## [WHAT THE TASK REQUIRES]
When you copy the records that follow, please keep every word exactly as it is and leave out the pictures.

## [MATERIAL TO PROCESS]
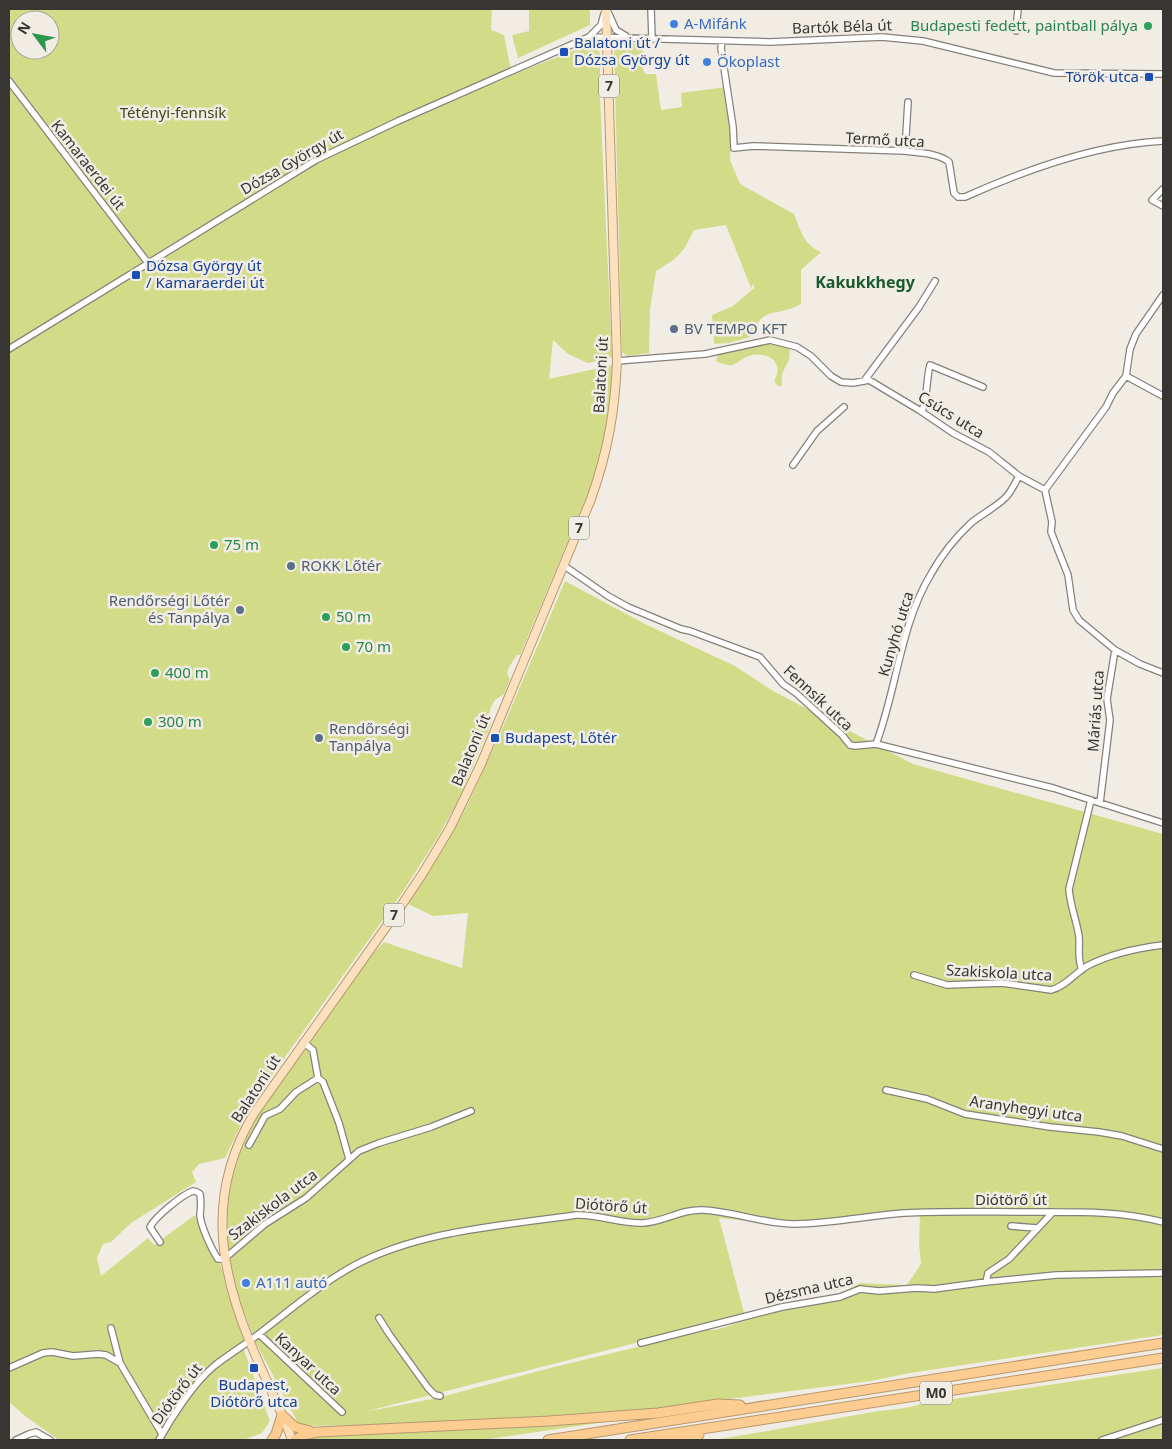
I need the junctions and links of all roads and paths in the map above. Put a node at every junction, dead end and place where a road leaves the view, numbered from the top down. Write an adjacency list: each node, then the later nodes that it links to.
1 (606, 9): 5 (street); 6 (main road, Balatoni út / 7); 7 (street)
2 (651, 9): 8 (street)
3 (1018, 9): 4 (street)
4 (1016, 30)
5 (590, 37): 6 (street, Dózsa György út); 17 (street, Dózsa György út)
6 (607, 37): 7 (street, Bartók Béla út); 21 (main road, Balatoni út / 7)
7 (628, 38): 8 (street, Bartók Béla út)
8 (652, 38): 9 (street, Bartók Béla út)
9 (722, 42): 10 (street, Bartók Béla út); 14 (street, Termő utca)
10 (1163, 74)
11 (9, 81): 17 (street, Kamaraerdei út)
12 (908, 102): 14 (street)
13 (1163, 141): 14 (street, Termő utca)
14 (905, 152)
15 (1163, 189): 16 (street)
16 (1163, 206)
17 (148, 263): 20 (street, Dózsa György út)
18 (935, 281): 23 (street)
19 (1163, 295): 22 (street)
20 (9, 349)
21 (617, 361): 23 (street, Csúcs utca); 31 (main road, Balatoni út / 7)
22 (1126, 376): 25 (street); 30 (street)
23 (864, 380): 27 (street, Csúcs utca)
24 (983, 387): 27 (street)
25 (1163, 396)
26 (844, 407): 28 (street)
27 (922, 412): 29 (street, Csúcs utca)
28 (792, 465)
29 (1019, 476): 30 (street, Csúcs utca); 34 (street, Kunyhó utca)
30 (1044, 490): 32 (street)
31 (563, 565): 34 (street, Fennsík utca); 41 (main road, Balatoni út / 7)
32 (1114, 650): 33 (street); 36 (street, Máriás utca)
33 (1163, 673)
34 (876, 744): 35 (street, Fennsík utca)
35 (1091, 800): 36 (street, Fennsík utca); 39 (street)
36 (1100, 803): 37 (street, Fennsík utca)
37 (1163, 823)
38 (1163, 945): 39 (street, Szakiskola utca)
39 (1082, 970): 40 (street, Szakiskola utca)
40 (914, 975)
41 (303, 1042): 42 (street); 53 (main road, Balatoni út / 7)
42 (318, 1078): 45 (street); 47 (street)
43 (886, 1090): 46 (street, Aranyhegyi utca)
44 (471, 1110): 47 (street, Szakiskola utca)
45 (249, 1145)
46 (1163, 1149)
47 (349, 1159): 53 (street, Szakiskola utca)
48 (1053, 1212): 49 (street, Diótörő út); 51 (street); 58 (street, Diótörő út)
49 (1163, 1222)
50 (1010, 1226): 51 (street)
51 (1037, 1228): 55 (street)
52 (160, 1242): 53 (street)
53 (224, 1259): 59 (main road, Balatoni út / 7)
54 (1163, 1274): 55 (street, Dézsma utca)
55 (986, 1282): 61 (street, Dézsma utca)
56 (379, 1318): 65 (street)
57 (111, 1328): 63 (street)
58 (259, 1334): 59 (street, Diótörő út); 67 (street, Kanyar utca)
59 (249, 1341): 68 (main road, Balatoni út / 7); 72 (street, Diótörő út)
60 (1163, 1342): 66 (highway, M0)
61 (641, 1343)
62 (1163, 1358): 70 (highway, M0)
63 (120, 1363): 64 (street); 72 (street)
64 (9, 1368)
65 (440, 1396)
66 (760, 1405): 71 (highway); 80 (highway, M0)
67 (342, 1412)
68 (282, 1415): 71 (highway); 77 (highway); 78 (main road, Balatoni út / 7)
69 (1163, 1420): 83 (street)
70 (718, 1426): 81 (highway, M0); 82 (highway)
71 (318, 1432): 79 (highway)
72 (162, 1434): 76 (street, Diótörő út)
73 (30, 1437): 74 (street); 75 (street)
74 (16, 1440)
75 (50, 1440)
76 (158, 1440)
77 (272, 1440)
78 (292, 1440)
79 (296, 1440)
80 (548, 1440)
81 (630, 1440)
82 (674, 1440)
83 (1102, 1440)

## [ANSWER TO THIS PROBLEM]
I need the junctions and links of all roads and paths in the map above. Put a node at every junction, dead end and place where a road leaves the view, numbered from the top down. Write an adjacency list: each node, then the later nodes that it links to.
1 (606, 9): 5 (street); 6 (main road, Balatoni út / 7); 7 (street)
2 (651, 9): 8 (street)
3 (1018, 9): 4 (street)
4 (1016, 30)
5 (590, 37): 6 (street, Dózsa György út); 17 (street, Dózsa György út)
6 (607, 37): 7 (street, Bartók Béla út); 21 (main road, Balatoni út / 7)
7 (628, 38): 8 (street, Bartók Béla út)
8 (652, 38): 9 (street, Bartók Béla út)
9 (722, 42): 10 (street, Bartók Béla út); 14 (street, Termő utca)
10 (1163, 74)
11 (9, 81): 17 (street, Kamaraerdei út)
12 (908, 102): 14 (street)
13 (1163, 141): 14 (street, Termő utca)
14 (905, 152)
15 (1163, 189): 16 (street)
16 (1163, 206)
17 (148, 263): 20 (street, Dózsa György út)
18 (935, 281): 23 (street)
19 (1163, 295): 22 (street)
20 (9, 349)
21 (617, 361): 23 (street, Csúcs utca); 31 (main road, Balatoni út / 7)
22 (1126, 376): 25 (street); 30 (street)
23 (864, 380): 27 (street, Csúcs utca)
24 (983, 387): 27 (street)
25 (1163, 396)
26 (844, 407): 28 (street)
27 (922, 412): 29 (street, Csúcs utca)
28 (792, 465)
29 (1019, 476): 30 (street, Csúcs utca); 34 (street, Kunyhó utca)
30 (1044, 490): 32 (street)
31 (563, 565): 34 (street, Fennsík utca); 41 (main road, Balatoni út / 7)
32 (1114, 650): 33 (street); 36 (street, Máriás utca)
33 (1163, 673)
34 (876, 744): 35 (street, Fennsík utca)
35 (1091, 800): 36 (street, Fennsík utca); 39 (street)
36 (1100, 803): 37 (street, Fennsík utca)
37 (1163, 823)
38 (1163, 945): 39 (street, Szakiskola utca)
39 (1082, 970): 40 (street, Szakiskola utca)
40 (914, 975)
41 (303, 1042): 42 (street); 53 (main road, Balatoni út / 7)
42 (318, 1078): 45 (street); 47 (street)
43 (886, 1090): 46 (street, Aranyhegyi utca)
44 (471, 1110): 47 (street, Szakiskola utca)
45 (249, 1145)
46 (1163, 1149)
47 (349, 1159): 53 (street, Szakiskola utca)
48 (1053, 1212): 49 (street, Diótörő út); 51 (street); 58 (street, Diótörő út)
49 (1163, 1222)
50 (1010, 1226): 51 (street)
51 (1037, 1228): 55 (street)
52 (160, 1242): 53 (street)
53 (224, 1259): 59 (main road, Balatoni út / 7)
54 (1163, 1274): 55 (street, Dézsma utca)
55 (986, 1282): 61 (street, Dézsma utca)
56 (379, 1318): 65 (street)
57 (111, 1328): 63 (street)
58 (259, 1334): 59 (street, Diótörő út); 67 (street, Kanyar utca)
59 (249, 1341): 68 (main road, Balatoni út / 7); 72 (street, Diótörő út)
60 (1163, 1342): 66 (highway, M0)
61 (641, 1343)
62 (1163, 1358): 70 (highway, M0)
63 (120, 1363): 64 (street); 72 (street)
64 (9, 1368)
65 (440, 1396)
66 (760, 1405): 71 (highway); 80 (highway, M0)
67 (342, 1412)
68 (282, 1415): 71 (highway); 77 (highway); 78 (main road, Balatoni út / 7)
69 (1163, 1420): 83 (street)
70 (718, 1426): 81 (highway, M0); 82 (highway)
71 (318, 1432): 79 (highway)
72 (162, 1434): 76 (street, Diótörő út)
73 (30, 1437): 74 (street); 75 (street)
74 (16, 1440)
75 (50, 1440)
76 (158, 1440)
77 (272, 1440)
78 (292, 1440)
79 (296, 1440)
80 (548, 1440)
81 (630, 1440)
82 (674, 1440)
83 (1102, 1440)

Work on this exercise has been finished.